Records supplied:
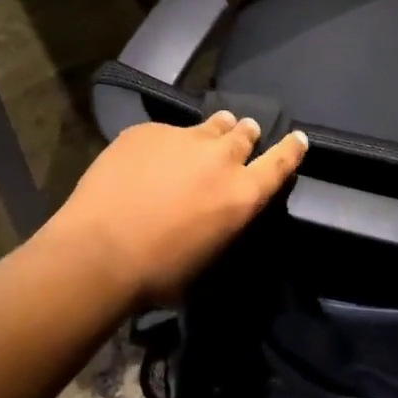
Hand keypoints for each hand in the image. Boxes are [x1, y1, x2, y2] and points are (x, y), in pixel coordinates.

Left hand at [40, 113, 307, 306]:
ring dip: (214, 130)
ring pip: (209, 125)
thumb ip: (225, 219)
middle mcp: (219, 158)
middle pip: (244, 134)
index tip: (298, 138)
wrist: (100, 250)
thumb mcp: (209, 256)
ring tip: (208, 134)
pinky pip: (166, 132)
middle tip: (244, 134)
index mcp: (241, 194)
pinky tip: (149, 159)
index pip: (279, 164)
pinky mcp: (148, 130)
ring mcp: (182, 138)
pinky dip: (166, 143)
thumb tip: (221, 206)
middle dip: (246, 134)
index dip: (291, 149)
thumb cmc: (158, 273)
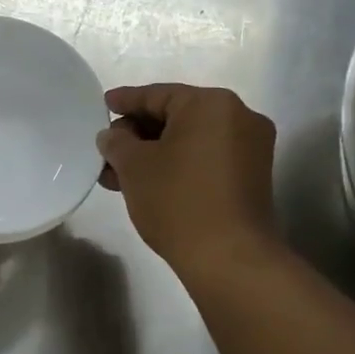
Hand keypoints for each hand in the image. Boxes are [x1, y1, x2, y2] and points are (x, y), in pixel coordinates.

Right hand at [96, 84, 278, 277]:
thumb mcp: (134, 166)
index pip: (158, 95)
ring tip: (117, 174)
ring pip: (189, 141)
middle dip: (138, 133)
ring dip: (153, 153)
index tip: (104, 105)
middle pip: (176, 116)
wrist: (229, 258)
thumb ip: (117, 142)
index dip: (126, 101)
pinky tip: (145, 183)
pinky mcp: (250, 177)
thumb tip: (113, 136)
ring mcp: (250, 149)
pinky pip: (205, 159)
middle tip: (107, 149)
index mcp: (211, 104)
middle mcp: (238, 118)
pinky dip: (176, 165)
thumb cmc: (177, 200)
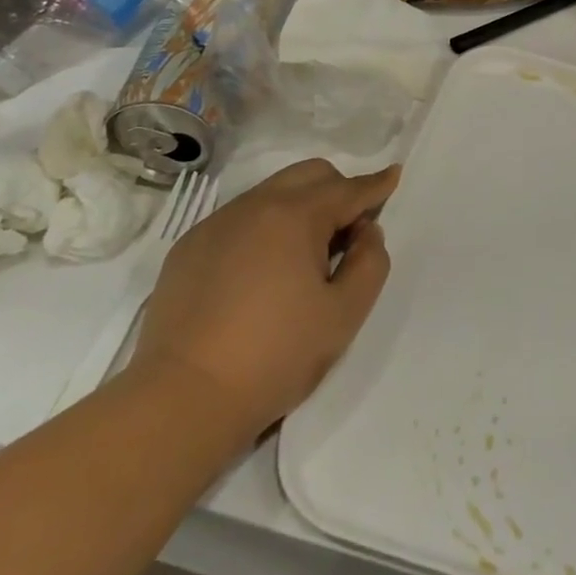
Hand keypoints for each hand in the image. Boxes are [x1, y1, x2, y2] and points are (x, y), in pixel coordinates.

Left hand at [135, 159, 396, 437]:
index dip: (376, 184)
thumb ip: (370, 263)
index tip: (393, 175)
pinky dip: (262, 228)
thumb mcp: (345, 314)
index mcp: (296, 216)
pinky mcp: (188, 248)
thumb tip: (365, 233)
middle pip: (309, 175)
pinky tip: (260, 272)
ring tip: (303, 256)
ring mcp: (216, 224)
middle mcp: (255, 206)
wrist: (182, 399)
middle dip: (338, 189)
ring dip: (299, 208)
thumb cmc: (275, 355)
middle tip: (348, 230)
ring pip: (271, 193)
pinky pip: (238, 219)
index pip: (348, 189)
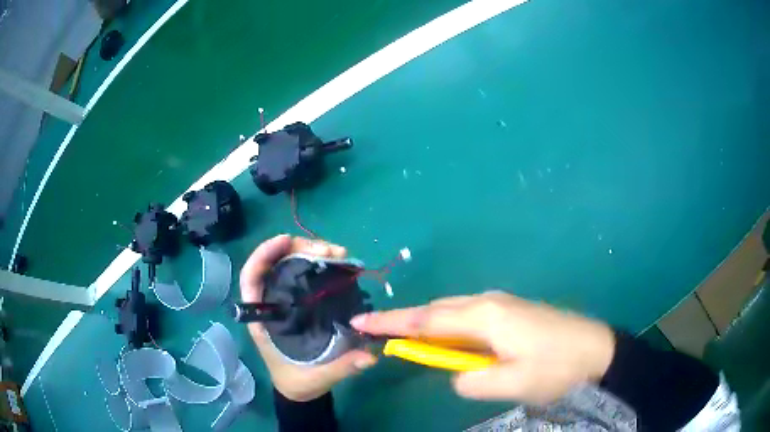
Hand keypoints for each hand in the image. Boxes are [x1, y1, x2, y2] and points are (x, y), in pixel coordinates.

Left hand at [240, 235, 376, 401]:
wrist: (300, 387)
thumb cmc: (298, 381)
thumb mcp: (318, 377)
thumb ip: (342, 367)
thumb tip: (370, 356)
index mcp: (263, 319)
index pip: (252, 278)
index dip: (263, 255)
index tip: (285, 241)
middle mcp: (271, 303)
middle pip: (275, 264)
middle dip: (299, 249)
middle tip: (330, 251)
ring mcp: (286, 300)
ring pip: (291, 264)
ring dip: (312, 252)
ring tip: (339, 254)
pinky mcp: (301, 301)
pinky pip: (305, 274)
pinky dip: (320, 264)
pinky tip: (339, 264)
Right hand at [350, 291, 614, 405]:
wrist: (598, 350)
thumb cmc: (556, 367)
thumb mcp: (511, 383)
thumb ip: (471, 380)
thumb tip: (455, 373)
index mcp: (485, 316)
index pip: (426, 320)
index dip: (391, 323)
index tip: (360, 323)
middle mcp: (489, 301)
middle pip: (436, 310)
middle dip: (404, 321)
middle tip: (375, 332)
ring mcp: (502, 303)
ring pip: (452, 311)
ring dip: (427, 325)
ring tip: (405, 339)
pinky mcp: (511, 311)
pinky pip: (468, 316)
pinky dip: (449, 327)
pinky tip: (448, 340)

Problem description: Please restate word for word only the lines running from the line that contains "middle mcp: (271, 303)" to the final line of the listing above.

Task response:
middle mcp: (271, 303)
middle pip: (275, 264)
middle dip: (299, 249)
middle tip: (330, 251)
ring mcp: (286, 300)
ring pip: (291, 264)
ring dip: (312, 252)
ring tip: (339, 254)
pinky mcp: (301, 301)
pinky pip: (305, 274)
pinky dip: (320, 264)
pinky tip: (339, 264)
Right hand at [350, 291, 614, 405]:
wrist: (598, 350)
thumb cmc: (556, 367)
thumb mcp: (511, 383)
thumb ip: (471, 380)
thumb tip: (455, 373)
index mcp: (485, 316)
index pip: (426, 320)
index dip: (391, 323)
index tip: (360, 323)
middle mcp: (489, 301)
middle pip: (436, 310)
middle dip: (404, 321)
middle tip: (375, 332)
ring mcp: (502, 303)
ring pip: (452, 311)
ring dip: (427, 325)
ring tip: (405, 339)
pinky mcp: (511, 311)
pinky pip: (468, 316)
pinky dip: (449, 327)
pinky tip: (448, 340)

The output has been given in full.